Ce qui aura sans doute été le changement le plus radical dans la politique du Théâtre National, et son directeur s’en explique dans l’entretien qu’il m’a accordé, c’est d’avoir oser parier sur l’émergence d’une nouvelle génération de créateurs, sans attendre qu’ils aient fait leurs preuves ailleurs. Dans les grandes institutions de théâtre, les festivals, on mise la plupart du temps sur des artistes reconnus qui assurent à la fois la visibilité médiatique et l’assurance de pouvoir remplir les salles, en réservant, dans le meilleur des cas, une petite place à de jeunes créateurs et à leurs premiers travaux. Ici, en l’espace de quelques années, et c’est là que se mesure le souffle novateur de Jean-Louis Colinet, on a assisté à un renversement de la démarche. Sa dernière saison programmée au Théâtre National (2016/2017) est exemplaire à cet égard : onze projets sont portés par de jeunes créateurs et pour certains d’entre eux, il s’agit d’un premier spectacle.
Nous en avons rassemblé quelques-uns autour d’une table ronde où ils ont pu faire part de l’importance pour eux d’être associé à cette grande scène belge et internationale qu’est le Théâtre National. En prenant sa direction, Jean-Louis Colinet a certes eu la chance d’hériter d’un bâtiment remarquable par son équipement et ses possibilités techniques, et de talents au sein de ses équipes. Là, il n’y a pas eu à transiger. On y retrouve la pratique de l’excellence de tous les métiers du théâtre, ce qui permet aux équipes d’artistes de se confronter aux nouvelles technologies du plateau et de profiter du savoir-faire des régisseurs.
Ce qui fait aussi la vitalité d’un théâtre, c’est lorsque les équipes artistiques, techniques et administratives collaborent au même objectif : la qualité du geste artistique et la rencontre des publics. Le rajeunissement des artistes s’est accompagné d’un rajeunissement incontestable du public. Ce qui permet une fois encore de se réjouir que le théâtre, pourtant secoué par un envahissement de communications médiatiques et virtuelles sans précédent, s’avère plus que jamais nécessaire ; la présence d’un public aussi ouvert, fidèle et passionné de théâtre le confirme.
Les quelques textes rassemblés dans ce bilan en forme d’ouverture sur l’avenir témoignent de l’ancrage dans le réel que le Théâtre National a développé durant la dernière décennie.
Après s’être entouré d’artistes de sa génération comme Jacques Delcuvellerie, Michèle Noiret, Jean-Marie Piemme, Isabelle Pousseur, Philippe Sireuil, Ingrid von Wantoch Rekowski, Jean-Louis Colinet s’est résolument ouvert à de jeunes créateurs qui ont pu grâce à lui trouver une reconnaissance internationale, comme c’est le cas pour Fabrice Murgia ou le Raoul Collectif, pour ne citer qu’eux.
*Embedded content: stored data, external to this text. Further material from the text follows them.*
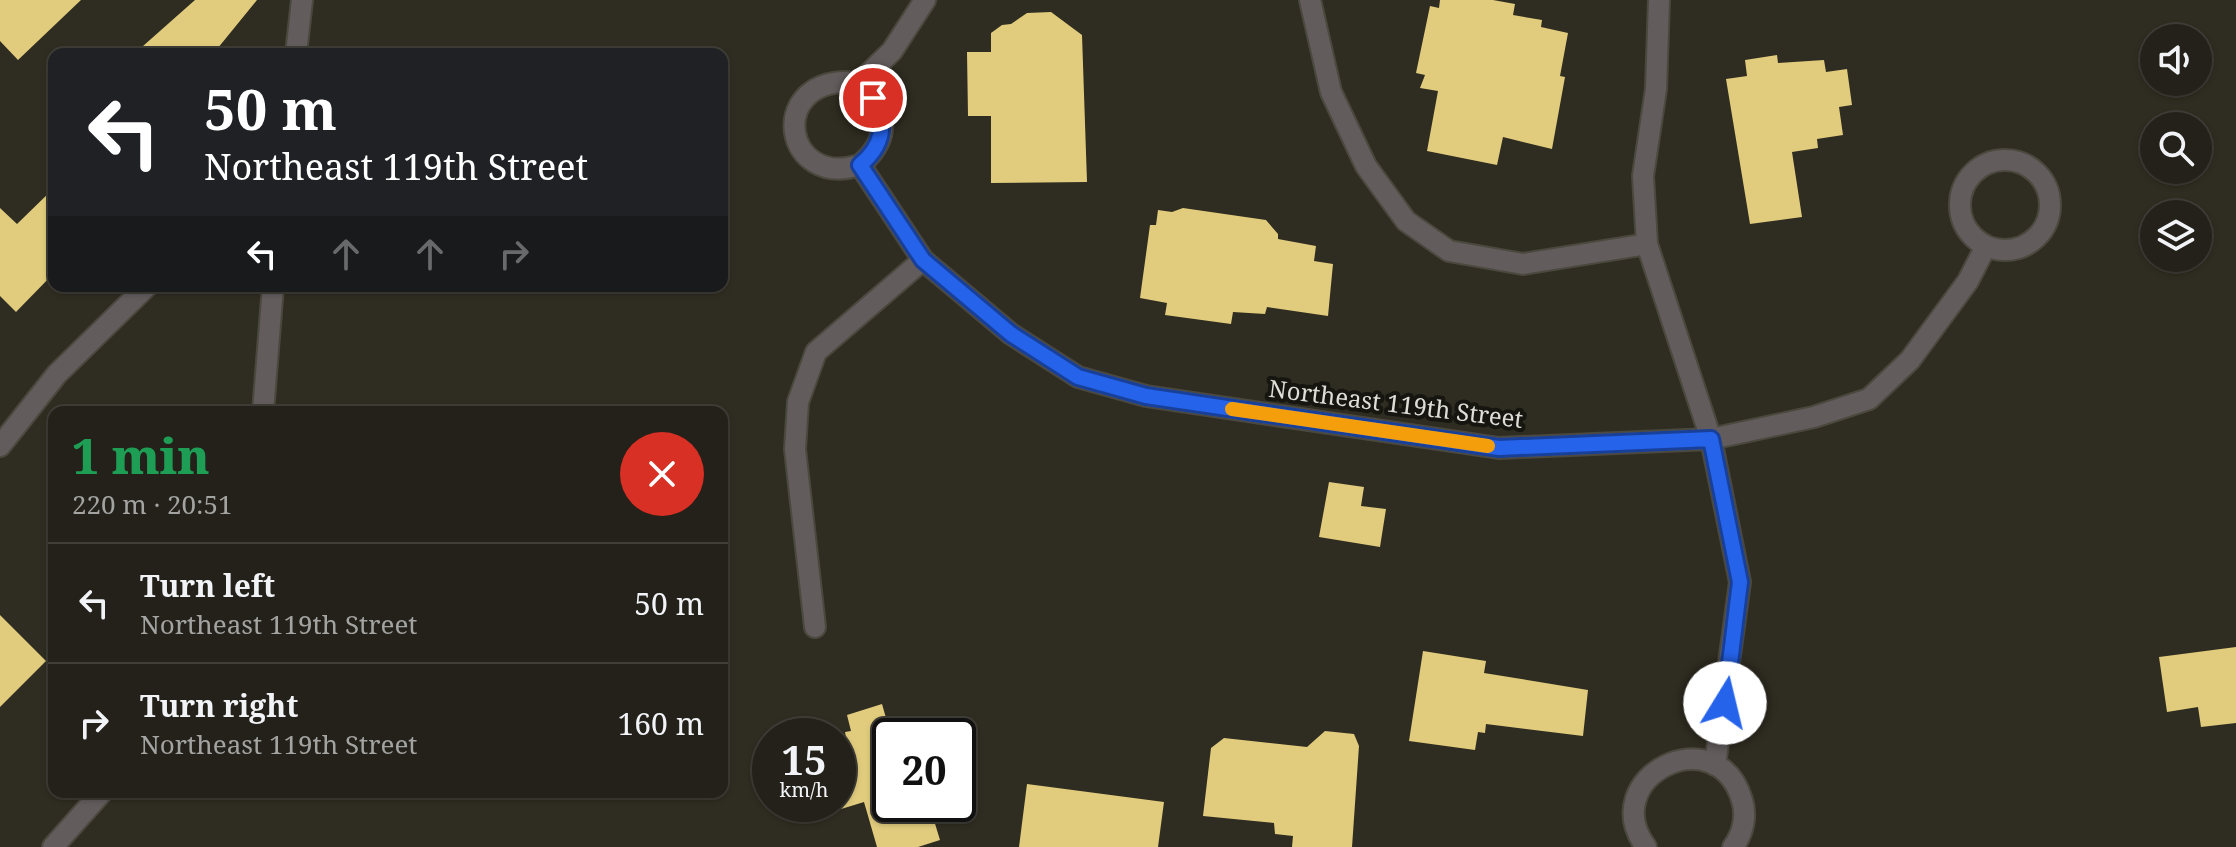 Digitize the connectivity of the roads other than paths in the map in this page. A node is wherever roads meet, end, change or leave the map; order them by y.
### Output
1 (302, 0) edge
2 (925, 0) edge
3 (1310, 0) edge
4 (1659, 0) edge
5 (297, 48) edge
6 (856, 86) junction
7 (860, 165) junction
8 (1647, 244) junction
9 (1986, 246) junction
10 (923, 260) junction
11 (141, 292) edge
12 (273, 292) edge
13 (263, 406) edge
14 (1711, 439) junction
15 (0, 446) edge
16 (815, 627) dead end
17 (1715, 765) junction
18 (97, 798) edge
19 (53, 847) edge
20 (1646, 847) edge
21 (1733, 847) edge

1 - 5 street
2 - 6 street
3 - 8 street
4 - 8 street
6 - 7 street
6 - 7 street
7 - 10 street, Northeast 119th Street
8 - 14 street
9 - 9 street
9 - 14 street, Northeast 119th Street
10 - 14 street, Northeast 119th Street
10 - 16 street
11 - 15 street
12 - 13 street
14 - 17 street
17 - 20 street
17 - 21 street
18 - 19 street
Des auteurs et metteurs en scène phares du théâtre contemporain ont trouvé à Bruxelles un lieu de création où ils ont pu déployer leur talent et rencontrer un très large public parmi lesquels Emma Dante, Lars Norén, Falk Richter et Joël Pommerat. Ce dernier fait l’objet d’un dossier spécial au sein de ce numéro. Comme pour affirmer qu’il faut confier le théâtre à cette jeune génération à laquelle le Théâtre National a su faire confiance dans ces dernières années, le conseil d’administration du théâtre a choisi, pour succéder à Jean-Louis Colinet, un artiste qu’il aura contribué à faire connaître : Fabrice Murgia. Un jeune et nouveau directeur qui se trouve devant une page blanche et sait qu’il devra à la fois s’inscrire dans une démarche qui a fait ses preuves et inventer de nouvelles aventures.